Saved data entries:
━━━━━━━━━━

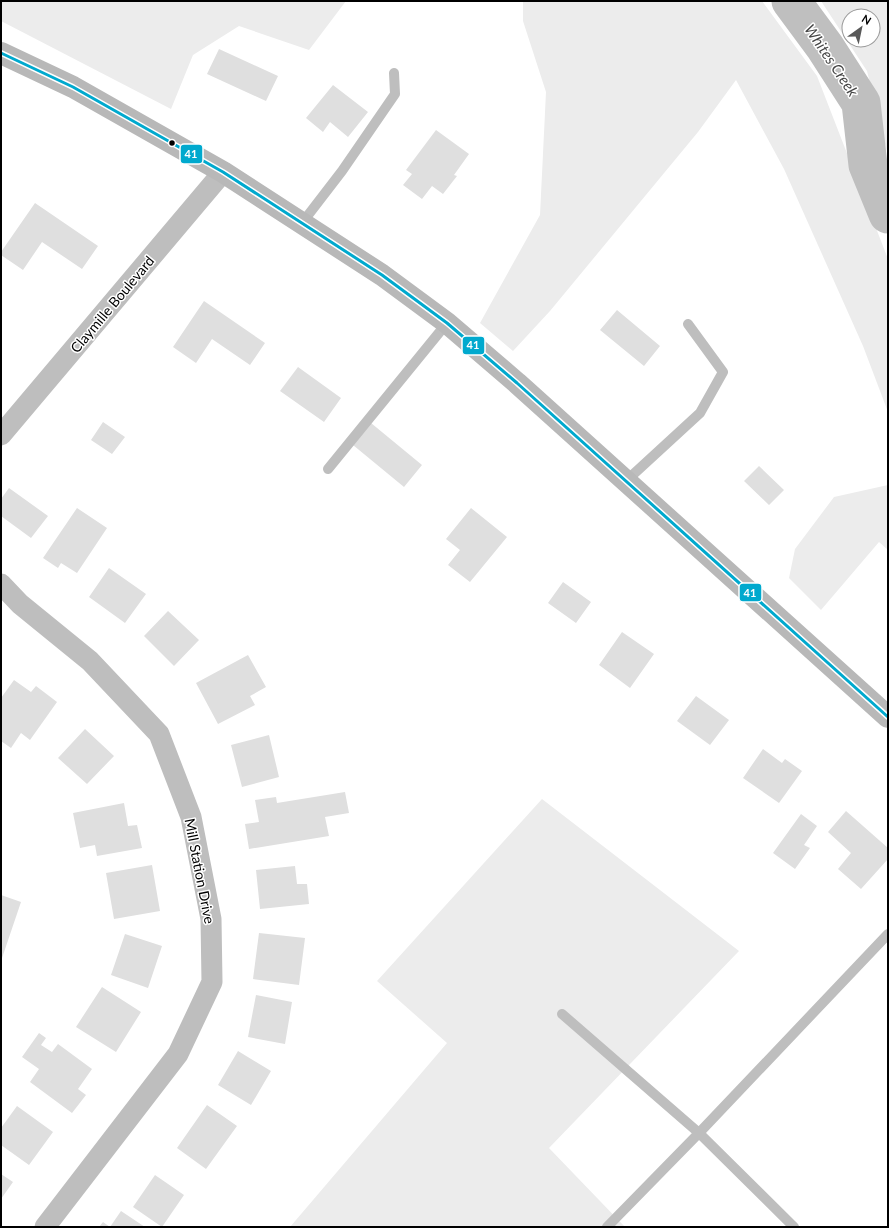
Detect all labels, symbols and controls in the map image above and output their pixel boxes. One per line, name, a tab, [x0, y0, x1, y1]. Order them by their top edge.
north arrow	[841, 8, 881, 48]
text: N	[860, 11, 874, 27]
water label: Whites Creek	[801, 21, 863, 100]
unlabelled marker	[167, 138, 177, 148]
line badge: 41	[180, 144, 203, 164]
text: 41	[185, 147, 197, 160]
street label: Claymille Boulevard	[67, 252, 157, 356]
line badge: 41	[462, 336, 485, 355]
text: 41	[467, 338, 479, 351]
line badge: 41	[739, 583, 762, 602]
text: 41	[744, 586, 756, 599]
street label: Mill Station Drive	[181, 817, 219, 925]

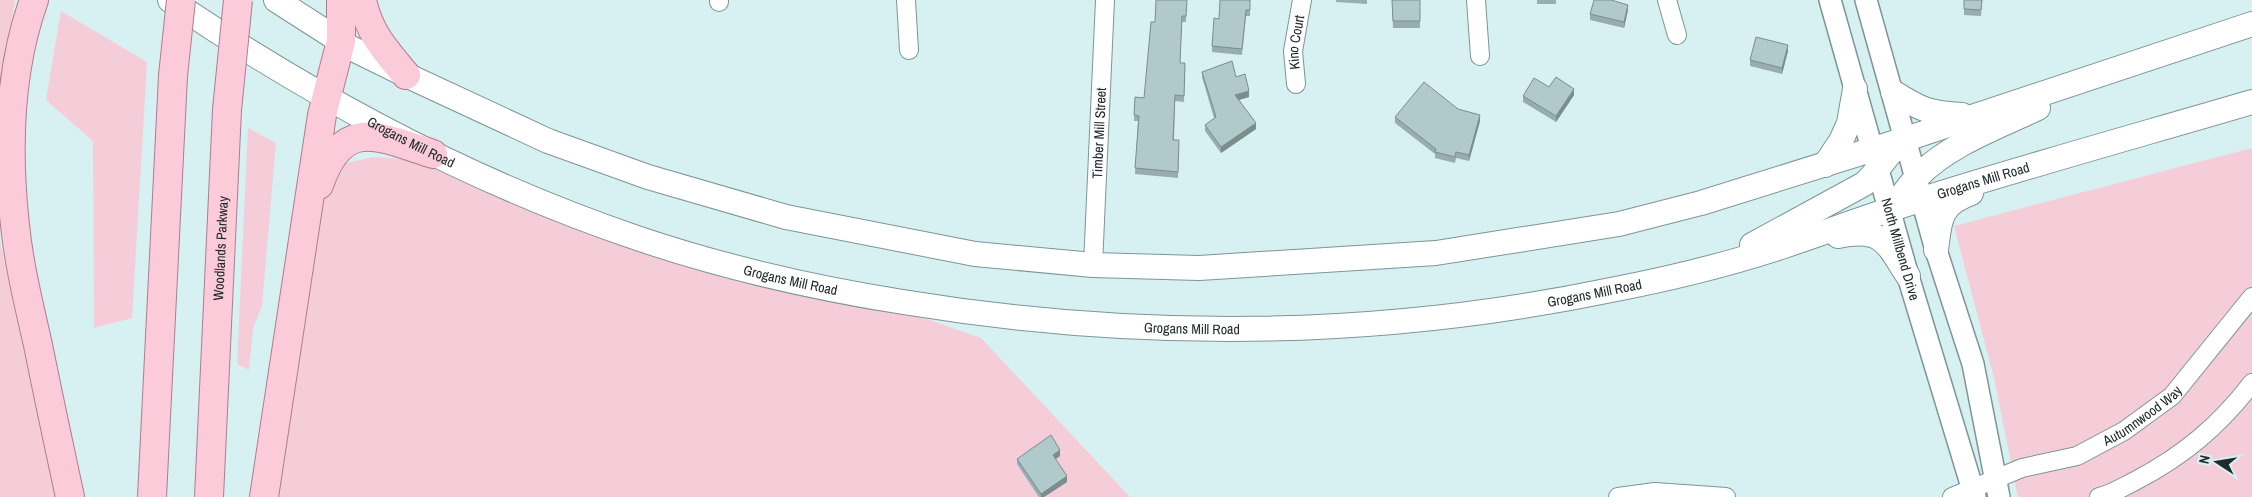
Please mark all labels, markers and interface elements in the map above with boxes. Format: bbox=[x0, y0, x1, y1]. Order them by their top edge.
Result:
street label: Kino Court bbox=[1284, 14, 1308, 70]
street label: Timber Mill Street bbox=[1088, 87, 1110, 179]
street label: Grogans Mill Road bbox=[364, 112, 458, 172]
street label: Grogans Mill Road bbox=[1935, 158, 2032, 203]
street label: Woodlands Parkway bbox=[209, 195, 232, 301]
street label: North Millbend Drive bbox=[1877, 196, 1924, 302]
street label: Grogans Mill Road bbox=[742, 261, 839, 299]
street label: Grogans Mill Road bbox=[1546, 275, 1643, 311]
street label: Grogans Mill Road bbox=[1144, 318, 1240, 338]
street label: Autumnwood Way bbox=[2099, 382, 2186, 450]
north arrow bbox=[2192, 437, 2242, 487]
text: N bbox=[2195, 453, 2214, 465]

━━━━━━━━━━

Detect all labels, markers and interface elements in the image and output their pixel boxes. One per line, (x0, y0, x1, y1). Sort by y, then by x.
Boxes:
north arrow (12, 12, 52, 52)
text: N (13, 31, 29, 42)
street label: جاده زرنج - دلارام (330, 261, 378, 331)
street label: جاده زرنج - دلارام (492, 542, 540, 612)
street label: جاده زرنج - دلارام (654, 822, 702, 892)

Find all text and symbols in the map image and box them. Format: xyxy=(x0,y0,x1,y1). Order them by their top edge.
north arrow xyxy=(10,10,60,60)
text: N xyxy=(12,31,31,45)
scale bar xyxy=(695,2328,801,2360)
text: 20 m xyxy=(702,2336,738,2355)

━━━━━━━━━━

Task goal: Each line in the records above with "interface" must be returned.

Task response:
Please mark all labels, markers and interface elements in the map above with boxes. Format: bbox=[x0, y0, x1, y1]. Order them by their top edge.
Detect all labels, markers and interface elements in the image and output their pixel boxes. One per line, (x0, y0, x1, y1). Sort by y, then by x.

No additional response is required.